*** Input

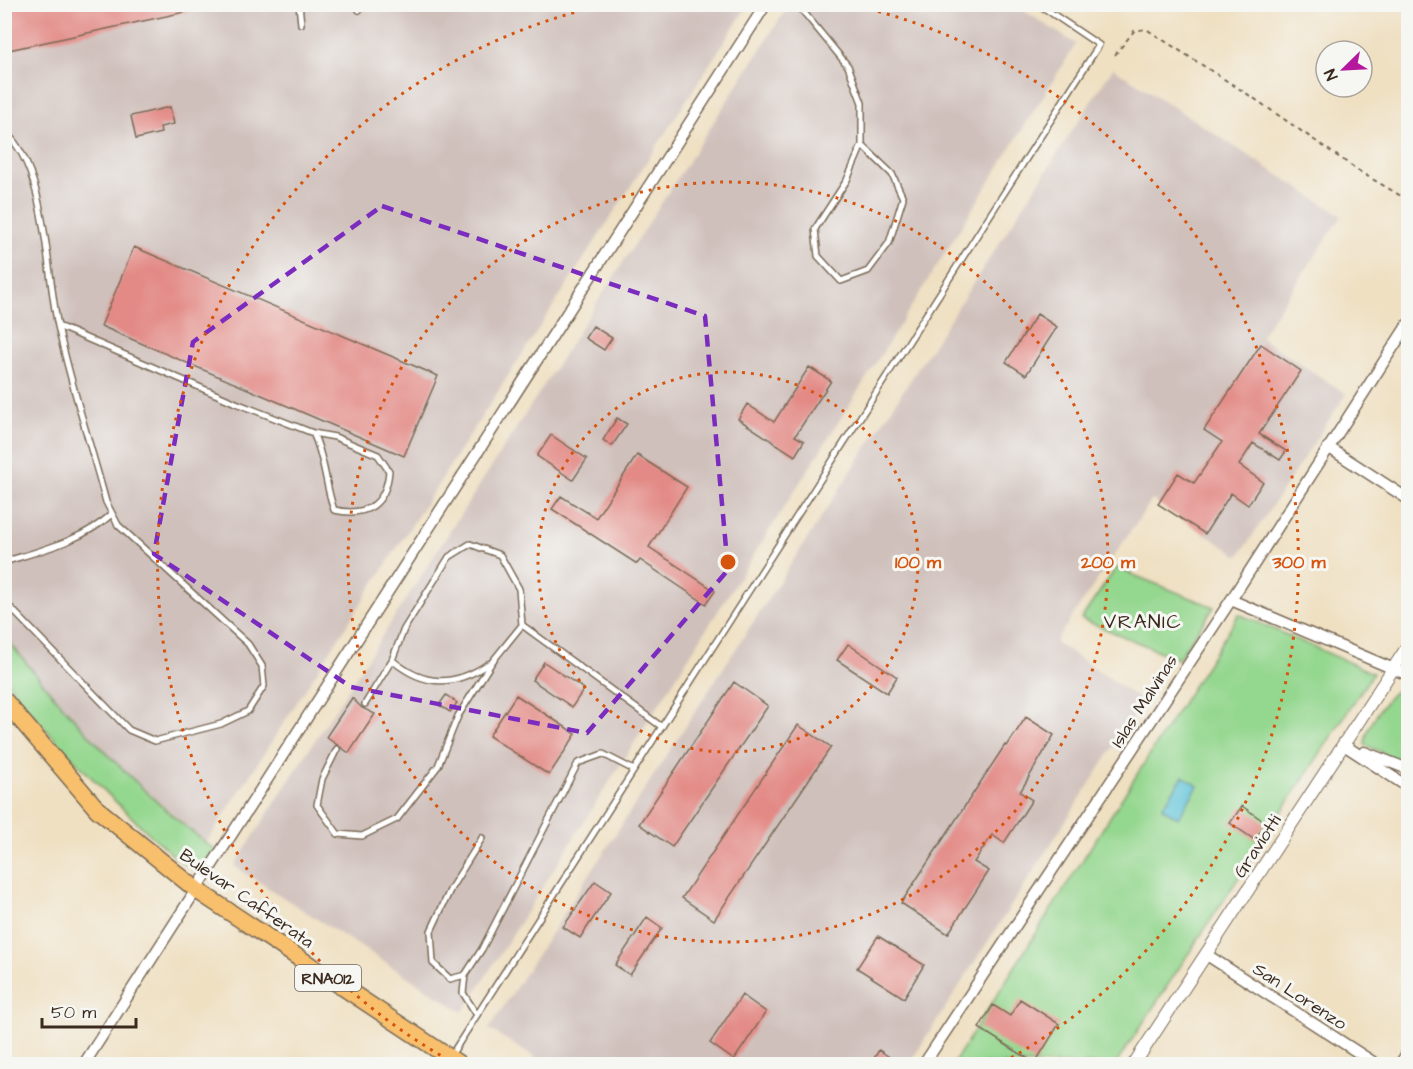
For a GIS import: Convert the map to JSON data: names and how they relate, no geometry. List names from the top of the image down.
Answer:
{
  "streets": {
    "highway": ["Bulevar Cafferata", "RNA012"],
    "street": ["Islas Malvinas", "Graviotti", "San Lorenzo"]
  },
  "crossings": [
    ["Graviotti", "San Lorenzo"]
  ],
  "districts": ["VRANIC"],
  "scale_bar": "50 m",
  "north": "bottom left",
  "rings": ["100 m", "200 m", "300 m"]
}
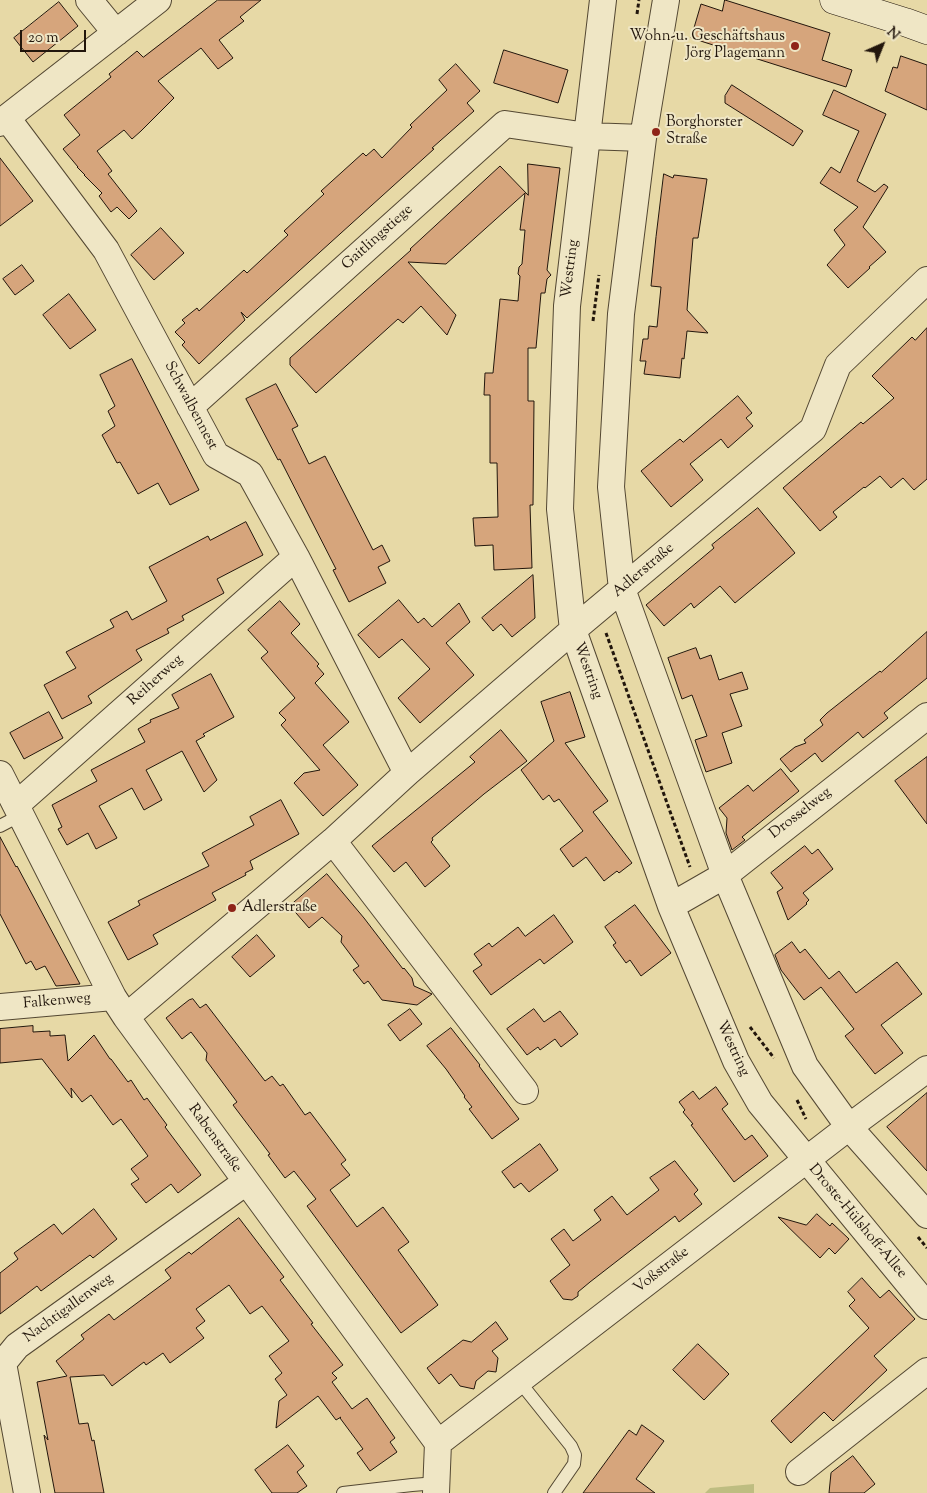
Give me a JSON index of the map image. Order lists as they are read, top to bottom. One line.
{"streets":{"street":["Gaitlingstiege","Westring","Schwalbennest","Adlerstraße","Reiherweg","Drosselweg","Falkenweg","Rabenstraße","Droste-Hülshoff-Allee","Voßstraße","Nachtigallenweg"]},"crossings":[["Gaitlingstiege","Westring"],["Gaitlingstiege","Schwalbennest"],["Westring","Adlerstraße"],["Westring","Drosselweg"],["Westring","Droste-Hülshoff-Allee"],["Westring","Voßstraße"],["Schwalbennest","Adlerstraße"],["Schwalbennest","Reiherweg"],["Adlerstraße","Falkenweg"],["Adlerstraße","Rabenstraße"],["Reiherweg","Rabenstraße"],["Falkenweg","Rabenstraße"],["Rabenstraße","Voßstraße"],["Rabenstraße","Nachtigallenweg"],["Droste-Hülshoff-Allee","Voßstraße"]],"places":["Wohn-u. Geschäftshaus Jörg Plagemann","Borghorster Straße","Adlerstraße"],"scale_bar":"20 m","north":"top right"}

******

▶ _What you are asked to do_
Give back every record precisely as it stands, without the images.

▶ _Exercise answer_
For a GIS import: Convert the map to JSON data: names and how they relate, no geometry. List names from the top of the image down.
Answer:
{
  "streets": {
    "highway": ["Bulevar Cafferata", "RNA012"],
    "street": ["Islas Malvinas", "Graviotti", "San Lorenzo"]
  },
  "crossings": [
    ["Graviotti", "San Lorenzo"]
  ],
  "districts": ["VRANIC"],
  "scale_bar": "50 m",
  "north": "bottom left",
  "rings": ["100 m", "200 m", "300 m"]
}
Give me a JSON index of the map image. Order lists as they are read, top to bottom. One line.
{"streets":{"street":["Gaitlingstiege","Westring","Schwalbennest","Adlerstraße","Reiherweg","Drosselweg","Falkenweg","Rabenstraße","Droste-Hülshoff-Allee","Voßstraße","Nachtigallenweg"]},"crossings":[["Gaitlingstiege","Westring"],["Gaitlingstiege","Schwalbennest"],["Westring","Adlerstraße"],["Westring","Drosselweg"],["Westring","Droste-Hülshoff-Allee"],["Westring","Voßstraße"],["Schwalbennest","Adlerstraße"],["Schwalbennest","Reiherweg"],["Adlerstraße","Falkenweg"],["Adlerstraße","Rabenstraße"],["Reiherweg","Rabenstraße"],["Falkenweg","Rabenstraße"],["Rabenstraße","Voßstraße"],["Rabenstraße","Nachtigallenweg"],["Droste-Hülshoff-Allee","Voßstraße"]],"places":["Wohn-u. Geschäftshaus Jörg Plagemann","Borghorster Straße","Adlerstraße"],"scale_bar":"20 m","north":"top right"}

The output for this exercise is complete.